*** Begin section ***

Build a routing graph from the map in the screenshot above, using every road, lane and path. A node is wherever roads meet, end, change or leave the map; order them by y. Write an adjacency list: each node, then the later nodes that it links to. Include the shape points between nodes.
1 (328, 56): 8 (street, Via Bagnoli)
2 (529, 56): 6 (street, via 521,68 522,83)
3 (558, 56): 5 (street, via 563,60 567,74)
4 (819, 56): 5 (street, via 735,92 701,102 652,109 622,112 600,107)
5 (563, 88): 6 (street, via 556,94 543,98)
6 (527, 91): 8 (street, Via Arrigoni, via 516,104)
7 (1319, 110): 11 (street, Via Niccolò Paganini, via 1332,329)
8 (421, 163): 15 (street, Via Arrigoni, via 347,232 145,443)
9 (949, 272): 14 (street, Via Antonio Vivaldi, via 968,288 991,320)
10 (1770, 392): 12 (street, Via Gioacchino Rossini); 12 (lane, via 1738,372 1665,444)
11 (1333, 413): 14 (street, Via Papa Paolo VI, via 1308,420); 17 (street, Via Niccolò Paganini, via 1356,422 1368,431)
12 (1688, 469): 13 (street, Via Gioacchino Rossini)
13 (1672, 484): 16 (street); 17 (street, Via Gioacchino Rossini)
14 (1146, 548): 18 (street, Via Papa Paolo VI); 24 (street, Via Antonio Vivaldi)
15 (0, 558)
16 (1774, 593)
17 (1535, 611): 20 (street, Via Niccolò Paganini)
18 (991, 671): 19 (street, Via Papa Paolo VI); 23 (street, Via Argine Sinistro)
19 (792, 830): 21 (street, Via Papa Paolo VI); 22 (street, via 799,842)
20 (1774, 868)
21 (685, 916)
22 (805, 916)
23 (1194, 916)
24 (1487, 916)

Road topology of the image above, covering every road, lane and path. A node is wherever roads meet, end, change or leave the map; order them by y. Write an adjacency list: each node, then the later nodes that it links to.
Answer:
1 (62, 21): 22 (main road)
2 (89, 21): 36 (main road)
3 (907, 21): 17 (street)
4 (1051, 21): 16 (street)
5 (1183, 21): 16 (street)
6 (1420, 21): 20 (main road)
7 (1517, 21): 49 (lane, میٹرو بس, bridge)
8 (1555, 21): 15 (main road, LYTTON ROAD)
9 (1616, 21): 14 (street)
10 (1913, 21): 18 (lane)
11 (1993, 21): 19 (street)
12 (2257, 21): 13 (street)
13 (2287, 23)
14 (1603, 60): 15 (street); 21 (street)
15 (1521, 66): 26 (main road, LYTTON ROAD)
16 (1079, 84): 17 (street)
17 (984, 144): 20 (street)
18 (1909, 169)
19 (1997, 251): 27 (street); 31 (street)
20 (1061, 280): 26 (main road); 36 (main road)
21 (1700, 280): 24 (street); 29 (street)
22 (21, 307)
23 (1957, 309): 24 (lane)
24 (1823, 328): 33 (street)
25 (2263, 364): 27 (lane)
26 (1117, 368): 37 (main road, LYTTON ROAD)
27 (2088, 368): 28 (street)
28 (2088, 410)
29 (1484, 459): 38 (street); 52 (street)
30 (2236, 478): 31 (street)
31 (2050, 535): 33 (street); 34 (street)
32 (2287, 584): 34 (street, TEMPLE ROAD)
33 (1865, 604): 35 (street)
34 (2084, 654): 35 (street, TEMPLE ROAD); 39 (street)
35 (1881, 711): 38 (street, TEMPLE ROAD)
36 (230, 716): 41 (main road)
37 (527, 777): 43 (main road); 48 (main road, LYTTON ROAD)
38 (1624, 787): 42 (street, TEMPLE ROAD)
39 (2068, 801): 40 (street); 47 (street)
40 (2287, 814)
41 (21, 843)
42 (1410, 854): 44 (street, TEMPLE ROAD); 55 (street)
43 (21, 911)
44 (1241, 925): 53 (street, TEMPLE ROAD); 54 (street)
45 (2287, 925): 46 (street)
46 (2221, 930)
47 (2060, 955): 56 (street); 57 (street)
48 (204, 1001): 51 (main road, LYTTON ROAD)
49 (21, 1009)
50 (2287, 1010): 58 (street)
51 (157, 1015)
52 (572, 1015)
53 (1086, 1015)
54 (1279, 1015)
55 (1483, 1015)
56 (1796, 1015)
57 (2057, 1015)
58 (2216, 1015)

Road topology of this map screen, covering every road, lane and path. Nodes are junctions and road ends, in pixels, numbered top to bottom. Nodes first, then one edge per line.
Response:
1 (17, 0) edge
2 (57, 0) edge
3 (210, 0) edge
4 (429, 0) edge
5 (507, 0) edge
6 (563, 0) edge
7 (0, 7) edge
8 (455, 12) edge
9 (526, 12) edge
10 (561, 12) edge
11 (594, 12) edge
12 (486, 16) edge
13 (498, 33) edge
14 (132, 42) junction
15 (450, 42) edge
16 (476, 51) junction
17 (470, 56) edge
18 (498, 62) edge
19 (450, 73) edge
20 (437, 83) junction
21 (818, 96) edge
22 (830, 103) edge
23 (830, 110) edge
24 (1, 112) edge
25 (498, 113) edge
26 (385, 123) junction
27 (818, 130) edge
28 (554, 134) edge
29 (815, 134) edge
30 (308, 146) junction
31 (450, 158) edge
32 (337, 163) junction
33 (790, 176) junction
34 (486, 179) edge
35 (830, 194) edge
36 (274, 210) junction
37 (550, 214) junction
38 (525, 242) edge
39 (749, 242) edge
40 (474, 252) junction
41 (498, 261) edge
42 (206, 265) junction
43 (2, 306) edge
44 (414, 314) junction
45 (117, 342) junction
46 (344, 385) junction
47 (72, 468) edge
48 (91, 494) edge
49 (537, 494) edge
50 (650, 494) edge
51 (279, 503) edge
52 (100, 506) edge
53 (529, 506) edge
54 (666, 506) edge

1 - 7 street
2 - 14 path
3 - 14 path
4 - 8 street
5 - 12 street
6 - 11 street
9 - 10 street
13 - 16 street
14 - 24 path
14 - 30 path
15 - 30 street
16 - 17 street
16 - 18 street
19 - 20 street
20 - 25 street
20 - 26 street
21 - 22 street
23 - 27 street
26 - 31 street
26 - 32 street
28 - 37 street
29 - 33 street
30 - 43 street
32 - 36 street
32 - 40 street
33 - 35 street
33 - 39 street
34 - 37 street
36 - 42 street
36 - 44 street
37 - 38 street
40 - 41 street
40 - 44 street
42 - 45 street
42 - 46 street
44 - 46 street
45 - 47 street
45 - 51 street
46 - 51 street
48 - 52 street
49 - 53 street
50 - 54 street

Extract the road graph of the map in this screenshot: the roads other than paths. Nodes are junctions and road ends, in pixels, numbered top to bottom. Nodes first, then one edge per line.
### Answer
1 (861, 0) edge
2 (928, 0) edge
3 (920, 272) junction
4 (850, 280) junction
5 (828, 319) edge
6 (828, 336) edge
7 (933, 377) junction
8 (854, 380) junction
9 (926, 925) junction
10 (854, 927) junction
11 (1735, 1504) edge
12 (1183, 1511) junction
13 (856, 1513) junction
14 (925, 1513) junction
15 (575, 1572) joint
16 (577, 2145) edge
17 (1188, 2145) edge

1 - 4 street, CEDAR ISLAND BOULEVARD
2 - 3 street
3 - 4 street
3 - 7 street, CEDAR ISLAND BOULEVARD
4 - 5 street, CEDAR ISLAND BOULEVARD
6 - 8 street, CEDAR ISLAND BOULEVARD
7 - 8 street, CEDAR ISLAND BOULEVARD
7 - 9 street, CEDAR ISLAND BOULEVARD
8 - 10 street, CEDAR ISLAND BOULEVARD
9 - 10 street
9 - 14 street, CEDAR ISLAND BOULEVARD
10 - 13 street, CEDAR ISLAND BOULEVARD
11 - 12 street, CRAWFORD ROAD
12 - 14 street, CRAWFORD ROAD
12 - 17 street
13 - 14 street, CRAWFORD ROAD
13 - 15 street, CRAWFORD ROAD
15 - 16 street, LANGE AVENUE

*** End section ***

=== What is needed ===
Copy all lines above where "leave" is present.

=== Task result ===
Build a routing graph from the map in the screenshot above, using every road, lane and path. A node is wherever roads meet, end, change or leave the map; order them by y. Write an adjacency list: each node, then the later nodes that it links to. Include the shape points between nodes.
Road topology of the image above, covering every road, lane and path. A node is wherever roads meet, end, change or leave the map; order them by y. Write an adjacency list: each node, then the later nodes that it links to.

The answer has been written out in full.